Work required →
Give the listing below again exactly, but without any of its pictures.

Data in this exercise →
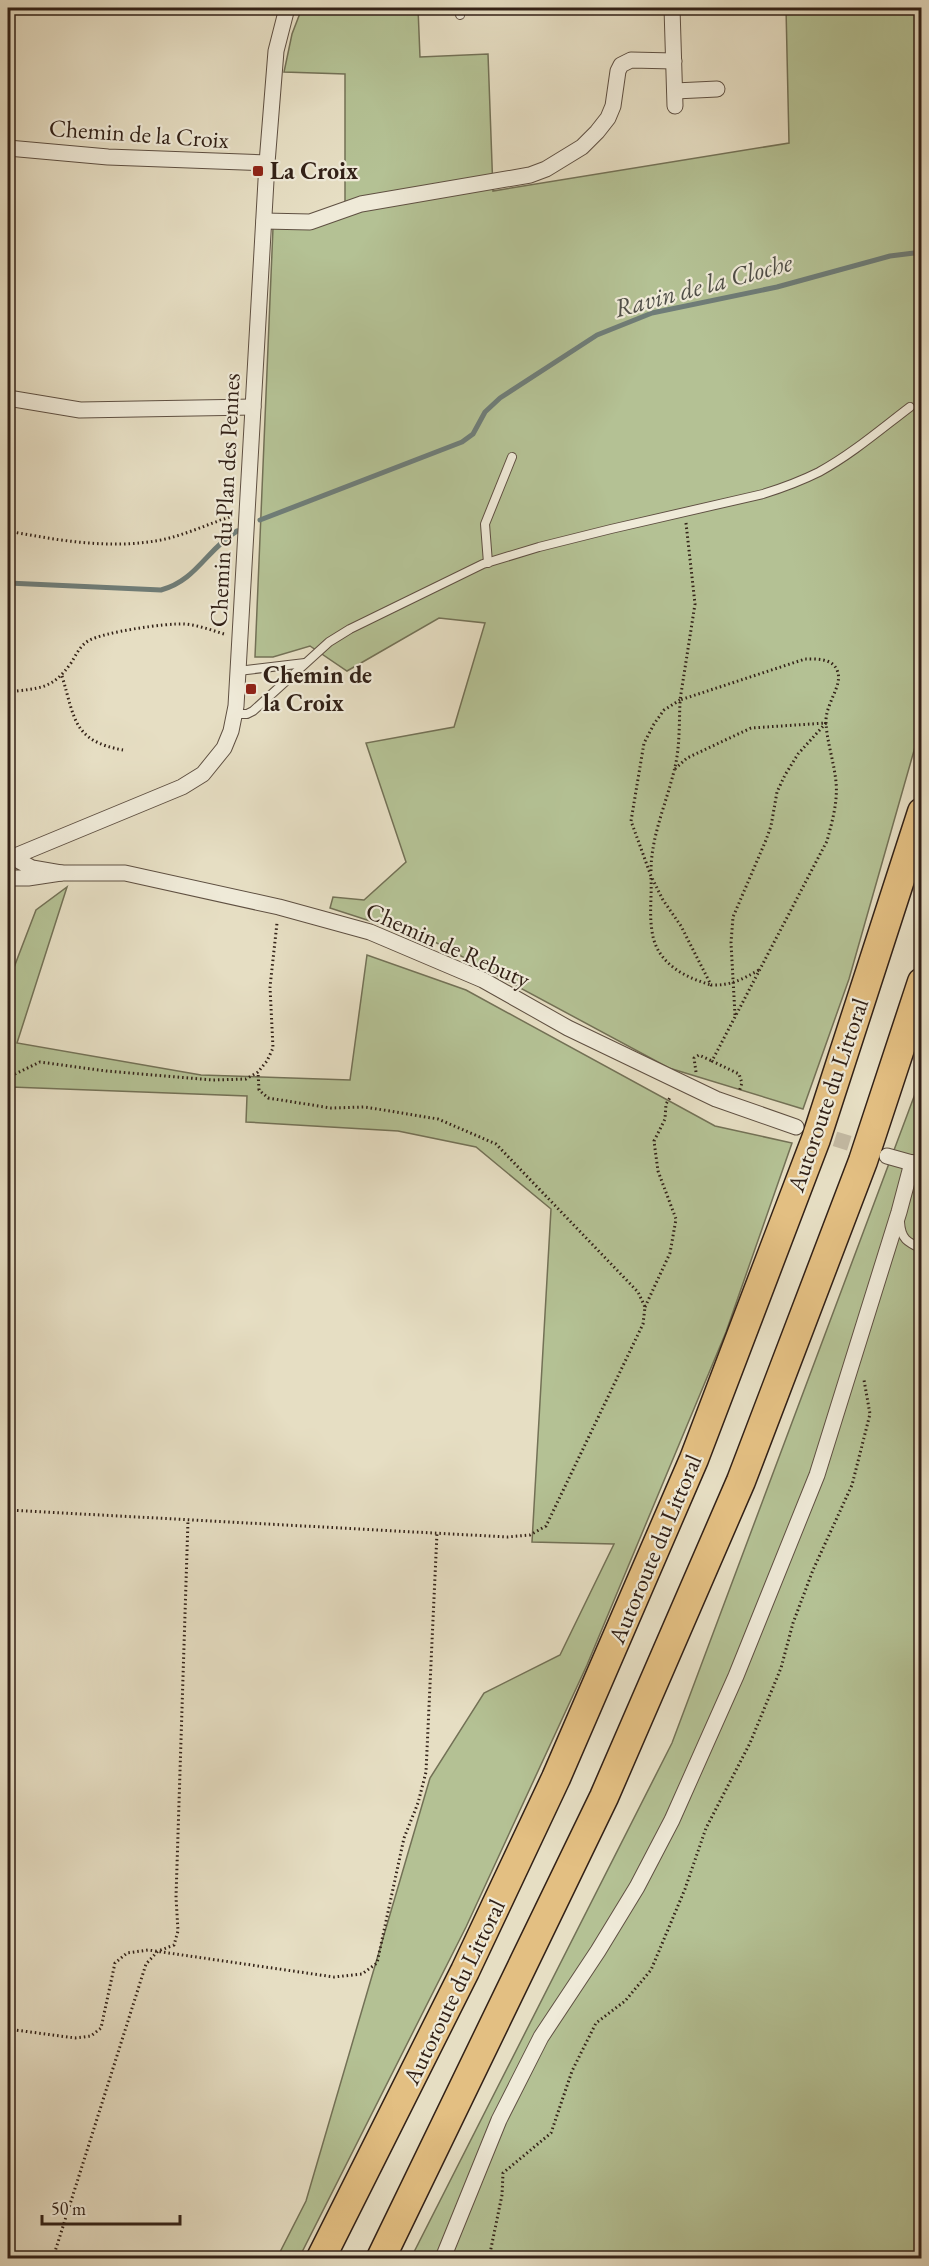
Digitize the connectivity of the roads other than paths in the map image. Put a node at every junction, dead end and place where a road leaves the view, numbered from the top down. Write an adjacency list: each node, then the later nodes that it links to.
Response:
1 (287, 8): 6 (street, Chemin du Plan des Pennes)
2 (672, 8): 3 (street)
3 (674, 61): 4 (street); 7 (street)
4 (717, 89)
5 (8, 148): 6 (street, Chemin de la Croix)
6 (267, 163): 7 (street, Chemin du Plan des Pennes)
7 (264, 221): 10 (street, Chemin du Plan des Pennes)
8 (8, 398): 10 (street)
9 (910, 407): 12 (lane)
10 (253, 408): 14 (street, Chemin du Plan des Pennes)
11 (512, 457): 12 (lane)
12 (488, 563): 13 (lane)
13 (307, 663): 14 (lane); 15 (lane)
14 (238, 671): 15 (street, Chemin du Plan des Pennes)
15 (235, 714): 17 (street, Chemin du Plan des Pennes)
16 (921, 812): 26 (highway, Autoroute du Littoral)
17 (10, 858): 18 (street, Chemin de Rebuty)
18 (61, 873): 19 (street, Chemin de Rebuty); 21 (street, Chemin de Rebuty)
19 (8, 878)
20 (921, 982): 27 (highway, Autoroute du Littoral)
21 (796, 1126)
22 (887, 1155): 23 (street)
23 (917, 1162): 24 (street)
24 (899, 1212): 25 (lane); 28 (street)
25 (921, 1249)
26 (321, 2259)
27 (382, 2259)
28 (443, 2259)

Your solution →
Digitize the connectivity of the roads other than paths in the map image. Put a node at every junction, dead end and place where a road leaves the view, numbered from the top down. Write an adjacency list: each node, then the later nodes that it links to.
Response:
1 (287, 8): 6 (street, Chemin du Plan des Pennes)
2 (672, 8): 3 (street)
3 (674, 61): 4 (street); 7 (street)
4 (717, 89)
5 (8, 148): 6 (street, Chemin de la Croix)
6 (267, 163): 7 (street, Chemin du Plan des Pennes)
7 (264, 221): 10 (street, Chemin du Plan des Pennes)
8 (8, 398): 10 (street)
9 (910, 407): 12 (lane)
10 (253, 408): 14 (street, Chemin du Plan des Pennes)
11 (512, 457): 12 (lane)
12 (488, 563): 13 (lane)
13 (307, 663): 14 (lane); 15 (lane)
14 (238, 671): 15 (street, Chemin du Plan des Pennes)
15 (235, 714): 17 (street, Chemin du Plan des Pennes)
16 (921, 812): 26 (highway, Autoroute du Littoral)
17 (10, 858): 18 (street, Chemin de Rebuty)
18 (61, 873): 19 (street, Chemin de Rebuty); 21 (street, Chemin de Rebuty)
19 (8, 878)
20 (921, 982): 27 (highway, Autoroute du Littoral)
21 (796, 1126)
22 (887, 1155): 23 (street)
23 (917, 1162): 24 (street)
24 (899, 1212): 25 (lane); 28 (street)
25 (921, 1249)
26 (321, 2259)
27 (382, 2259)
28 (443, 2259)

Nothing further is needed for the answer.